@mandel59/mojidata
v1.8.1
Published
Mojidata Character Database
Readme
Mojidata Character Database
This package provides a SQLite database with CJKV character data.
The following data are included:
- Adobe, Adobe-Japan1 CMap Resources (aj1)
- Unicode, Unicode Character Database
- CJK Radicals (radicals)
- Standardized Variants (svs)
- Equivalent Unified Ideograph (radeqv)
- U-Source Data (usource)
- Unicode Han Database (unihan)
- Unicode, Ideographic Variation Database (ivs)

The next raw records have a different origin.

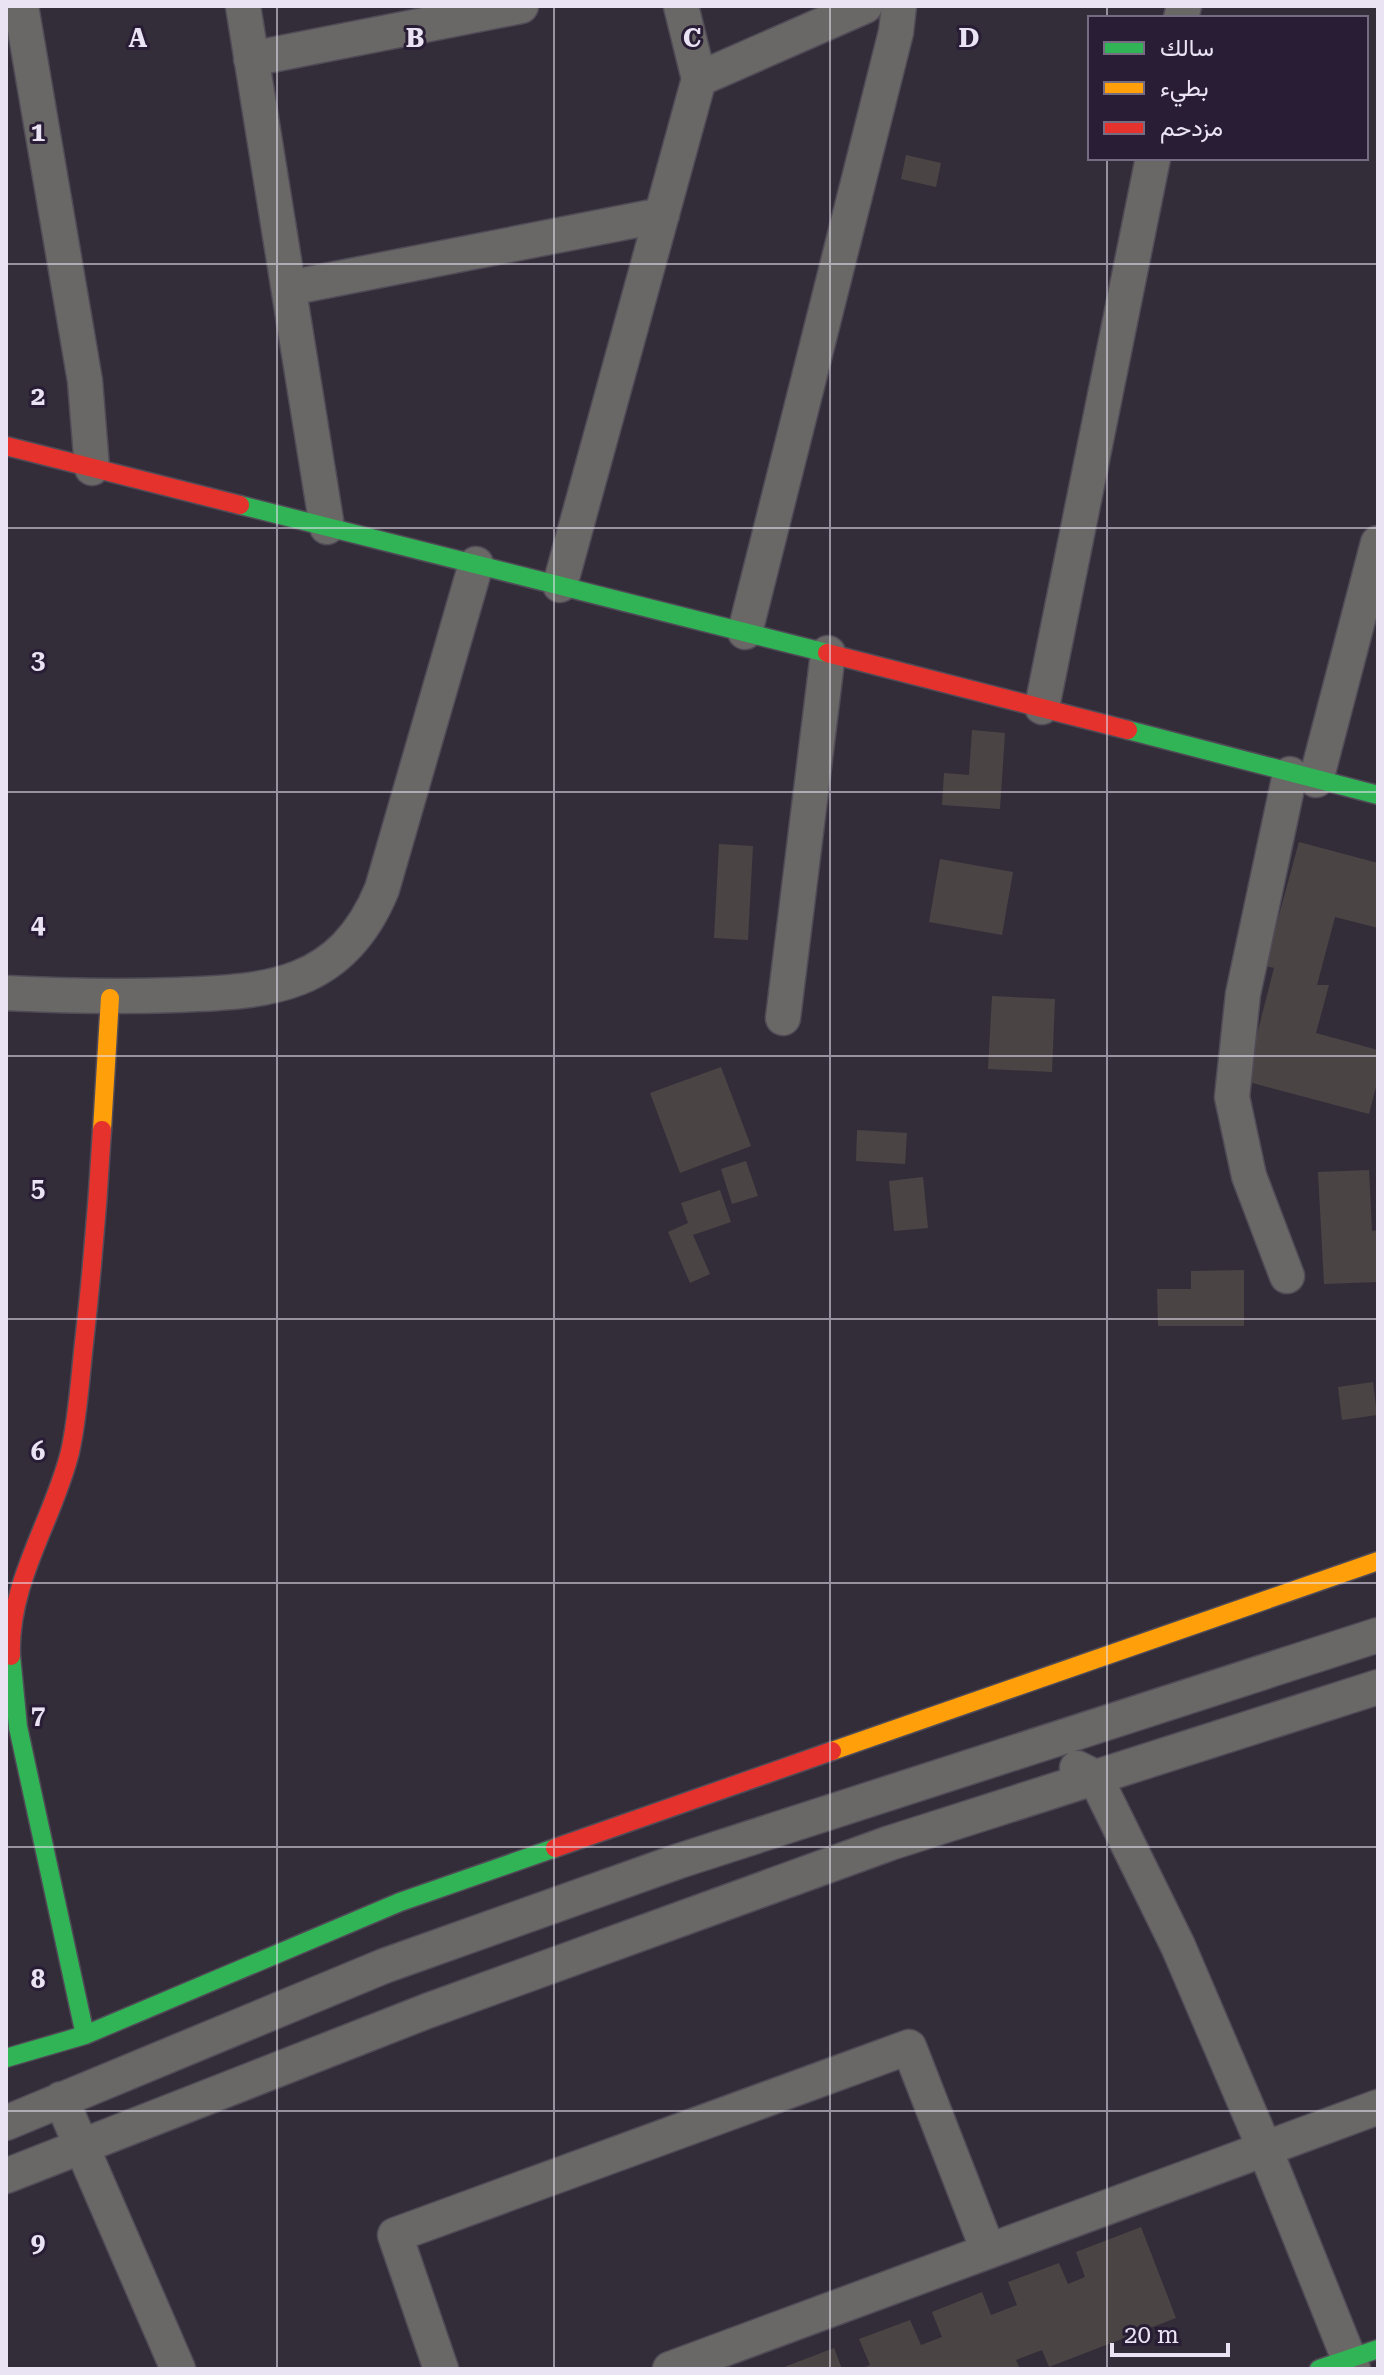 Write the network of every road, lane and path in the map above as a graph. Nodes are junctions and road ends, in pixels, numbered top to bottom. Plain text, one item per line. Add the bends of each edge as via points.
1 (21, 6) edge
2 (243, 6) edge
3 (521, 6) edge
4 (681, 6) edge
5 (865, 6) edge
6 (899, 6) edge
7 (251, 59) junction
8 (699, 79) junction
9 (1153, 160) edge
10 (662, 215) junction
11 (289, 288) junction
12 (6, 446) edge
13 (92, 468) junction
14 (327, 527) junction
15 (1378, 543) edge
16 (476, 564) junction
17 (560, 585) junction
18 (745, 632) junction
19 (828, 653) junction
20 (1042, 707) junction
21 (1303, 777) junction
22 (1378, 795) edge
23 (6, 993) edge
24 (110, 998) junction
25 (783, 1018) dead end
26 (1287, 1276) dead end
27 (1378, 1561) edge
28 (1378, 1635) edge
29 (1378, 1687) edge
30 (1024, 1748) junction
31 (1095, 1777) junction
32 (85, 2035) junction
33 (6, 2058) edge
34 (61, 2099) junction
35 (1378, 2107) edge
36 (6, 2123) edge
37 (81, 2146) junction
38 (1264, 2147) junction
39 (6, 2176) edge
40 (988, 2250) junction
41 (1350, 2361) edge
42 (178, 2369) edge
43 (441, 2369) edge
44 (670, 2369) edge

1 - 13 street via 85,381
2 - 7 street
3 - 7 street
4 - 8 street
5 - 8 street
6 - 18 street
7 - 11 street
8 - 10 street
9 - 20 street
10 - 11 street
10 - 17 street
11 - 14 street
12 - 13 street
13 - 14 street
14 - 16 street
15 - 21 street
16 - 17 street
16 - 24 street via 382,889 353,939 328,962 270,988
17 - 18 street
18 - 19 street
19 - 20 street
19 - 25 street
20 - 21 street
21 - 22 street
21 - 26 street via 1243,994 1232,1097 1249,1176
23 - 24 street
24 - 32 street via 96,1237 76,1418 69,1455 16,1599 10,1632 18,1727
27 - 32 street via 400,1902
28 - 30 street
29 - 31 street
30 - 31 street
30 - 34 street via 679,1861 384,1966
31 - 37 street via 890,1843 442,2005
31 - 38 street via 1178,1946
32 - 33 street
34 - 36 street
34 - 37 street
35 - 38 street
37 - 39 street
37 - 42 street
38 - 40 street
38 - 41 street
40 - 43 street via 909,2047 395,2235
40 - 44 street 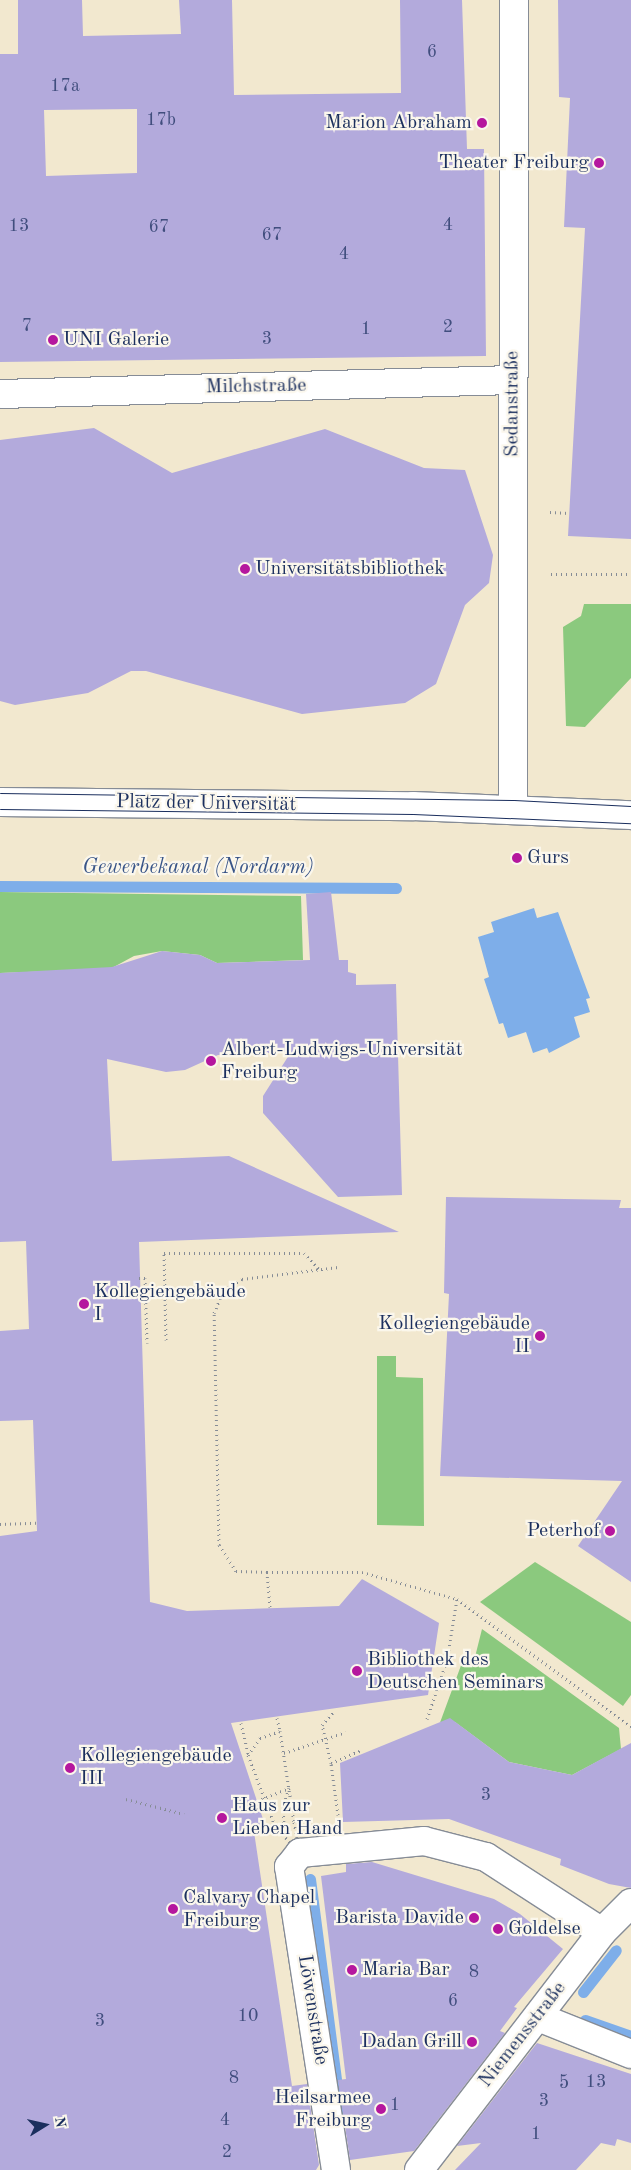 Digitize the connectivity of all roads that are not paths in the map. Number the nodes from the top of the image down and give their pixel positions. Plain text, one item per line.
1 (514, 0) edge
2 (513, 380) junction
3 (0, 394) edge
4 (0, 802) edge
5 (513, 809) junction
6 (631, 815) edge
7 (631, 1903) edge
8 (602, 1932) junction
9 (538, 2017) junction
10 (631, 2054) edge
11 (336, 2170) edge
12 (419, 2170) edge

1 - 2 street, Sedanstraße
2 - 3 street, Milchstraße
2 - 5 street, Sedanstraße
4 - 5 street, Platz der Universität
5 - 6 street, Platz der Universität
7 - 8 street, Niemensstraße
8 - 9 street, Niemensstraße
8 - 11 street, Löwenstraße
9 - 10 street
9 - 12 street, Niemensstraße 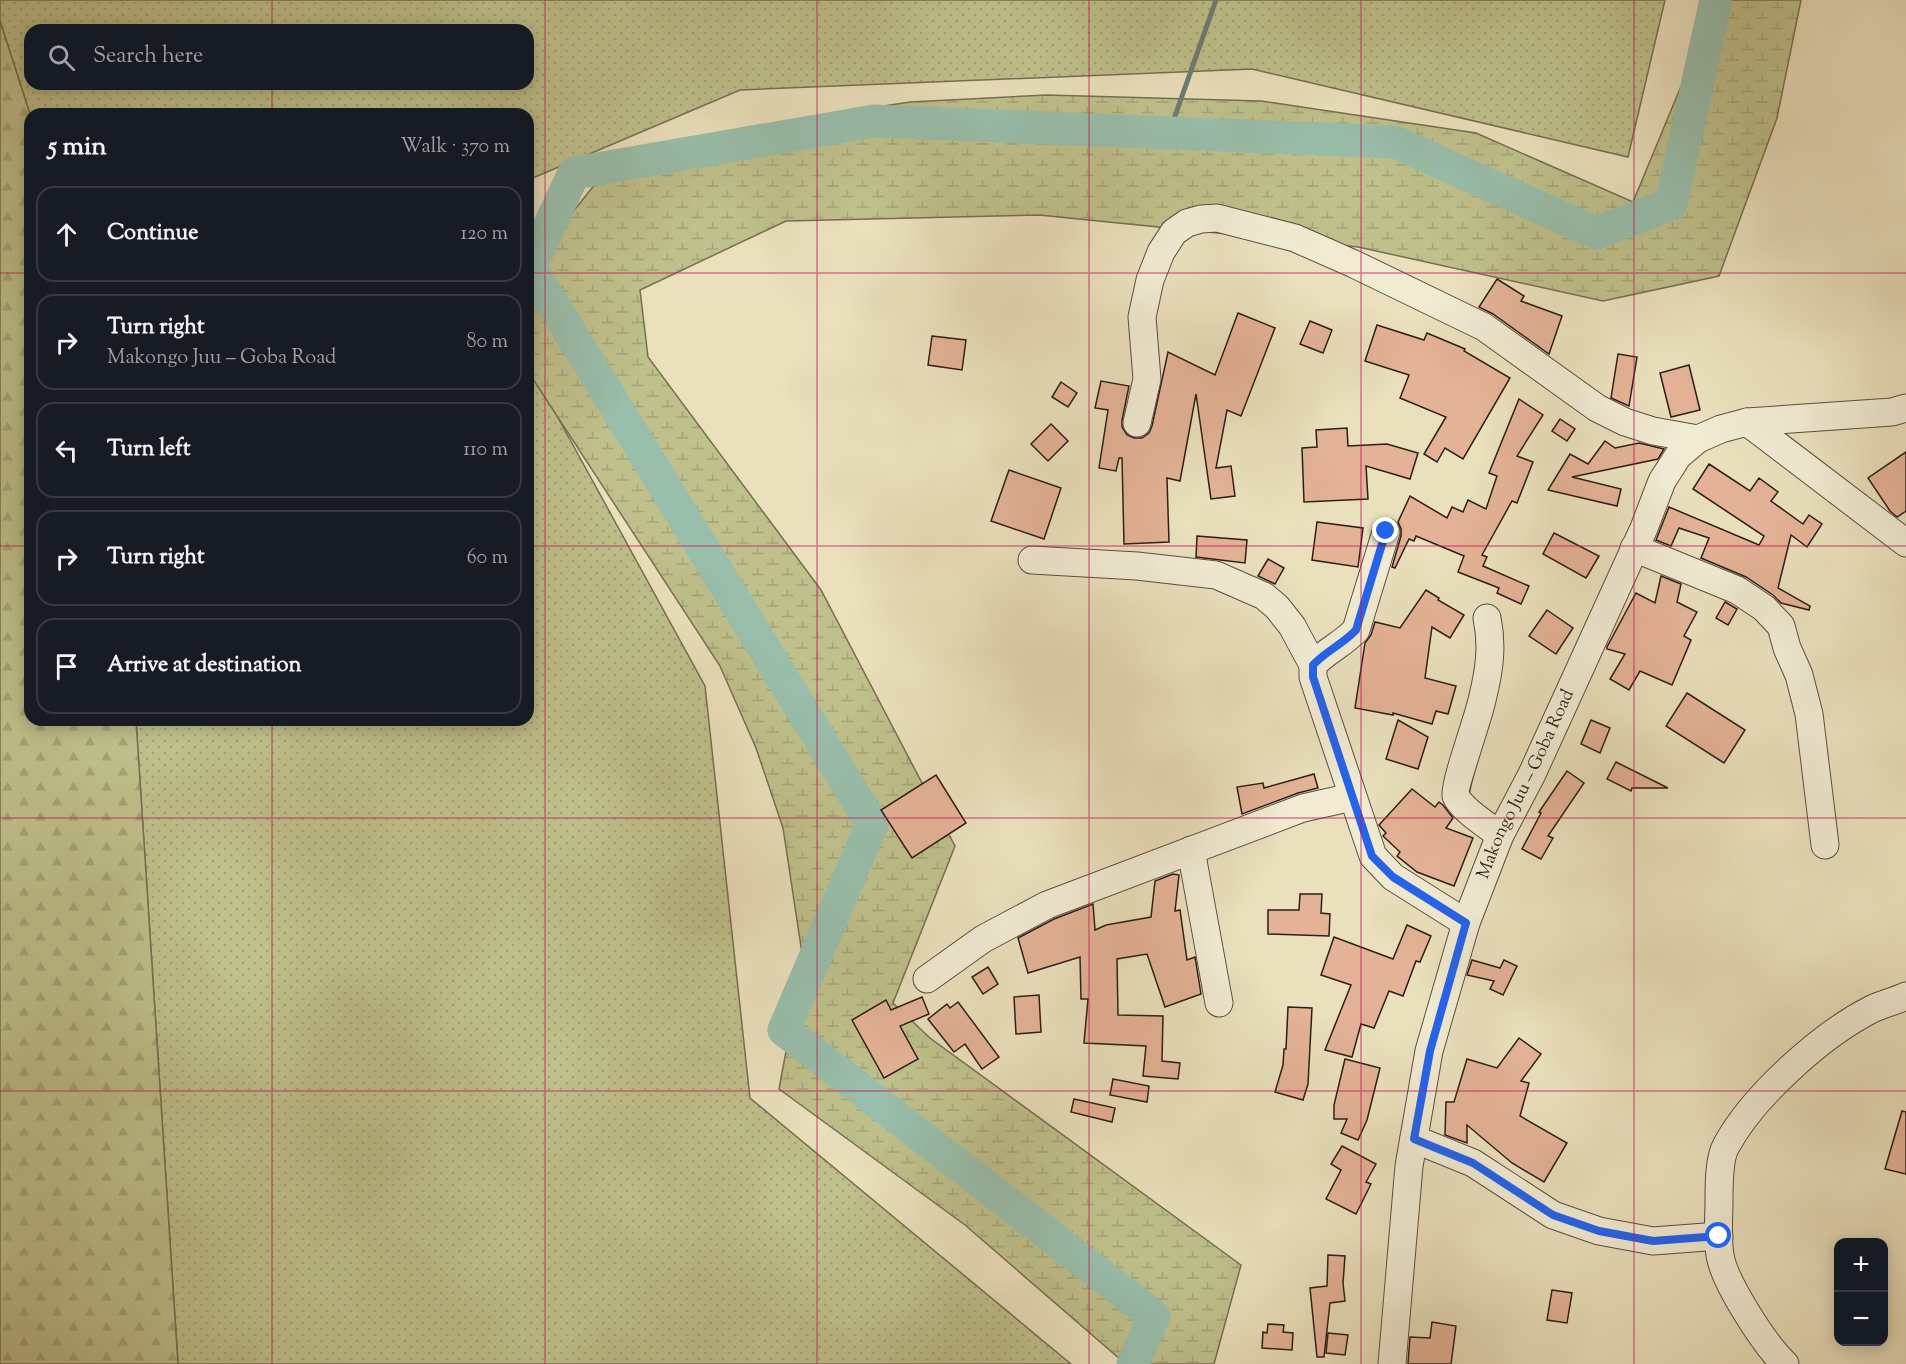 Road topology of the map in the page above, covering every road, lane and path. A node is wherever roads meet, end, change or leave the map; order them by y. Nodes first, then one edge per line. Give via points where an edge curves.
1 (1906, 408) edge
2 (1747, 422) junction
3 (1137, 423) dead end
4 (1698, 439) junction
5 (1386, 531) dead end
6 (1906, 543) edge
7 (1635, 548) junction
8 (1032, 560) dead end
9 (1487, 618) dead end
10 (1313, 665) junction
11 (1352, 797) junction
12 (1500, 835) junction
13 (1825, 845) dead end
14 (1191, 850) junction
15 (1466, 923) junction
16 (927, 979) dead end
17 (1906, 996) edge
18 (1219, 1003) dead end
19 (1414, 1139) junction
20 (1719, 1236) junction
21 (1392, 1364) edge
22 (1785, 1364) edge

1 - 2 street, Makongo Juu – Goba Road
2 - 4 street, Makongo Juu – Goba Road
2 - 6 street
3 - 4 street via 1147,379 1142,317 1161,252 1173,232 1187,223 1217,218 1295,238 1354,264 1484,327 1597,408 1653,431
4 - 7 street, Makongo Juu – Goba Road via 1678,456 1662,481
5 - 10 street via 1356,630
7 - 12 street, Makongo Juu – Goba Road
7 - 13 street via 1737,590 1764,608 1781,627 1809,714
8 - 10 street via 1216,575 1264,596 1277,606
9 - 12 street via 1491,640 1482,701 1454,791 1459,803
10 - 11 street via 1313,677
11 - 14 street via 1303,808
11 - 15 street via 1372,856 1393,877
12 - 15 street, Makongo Juu – Goba Road
14 - 16 street via 1047,905 983,939
14 - 18 street
15 - 19 street, Makongo Juu – Goba Road via 1430,1051
17 - 20 street via 1872,1009 1833,1034 1798,1061 1752,1108 1725,1148 1719,1185
19 - 20 street via 1473,1163 1553,1215 1599,1231 1653,1241
19 - 21 street, Makongo Juu – Goba Road
20 - 22 street via 1720,1256 1737,1298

- CITPC, List of MJ Characters (mji)
- CITPC, MJ Map (mjsm)
- BabelStone, Ideographic Description Sequences (IDS) for CJK Unified Ideographs (ids)
- Kanji Database Project
- 文化庁, 常用漢字表 (joyo)
- 文化庁, 同音の漢字による書きかえ (doon)
- 出入国在留管理庁, 在留カード等に係る漢字氏名の表記等に関する告示 別表第四 (nyukan)
- 国务院, 通用规范汉字表 (tghb)
The generated SQLite database also includes unihan_value_ref, a compact
reverse lookup table for Unihan values that reference another character either
directly or with a U+XXXX token. This table is derived from the Unihan data and
is used by mojidata-api to avoid scanning the full Unihan table for
unihan_fts lookups.
License
The source code of Mojidata is available under the MIT license.
Some external resources are bundled with the package. See download.txt for the bundled resources and the source URLs of them.
Each of these resources is available under its own license.
See LICENSE.md for details.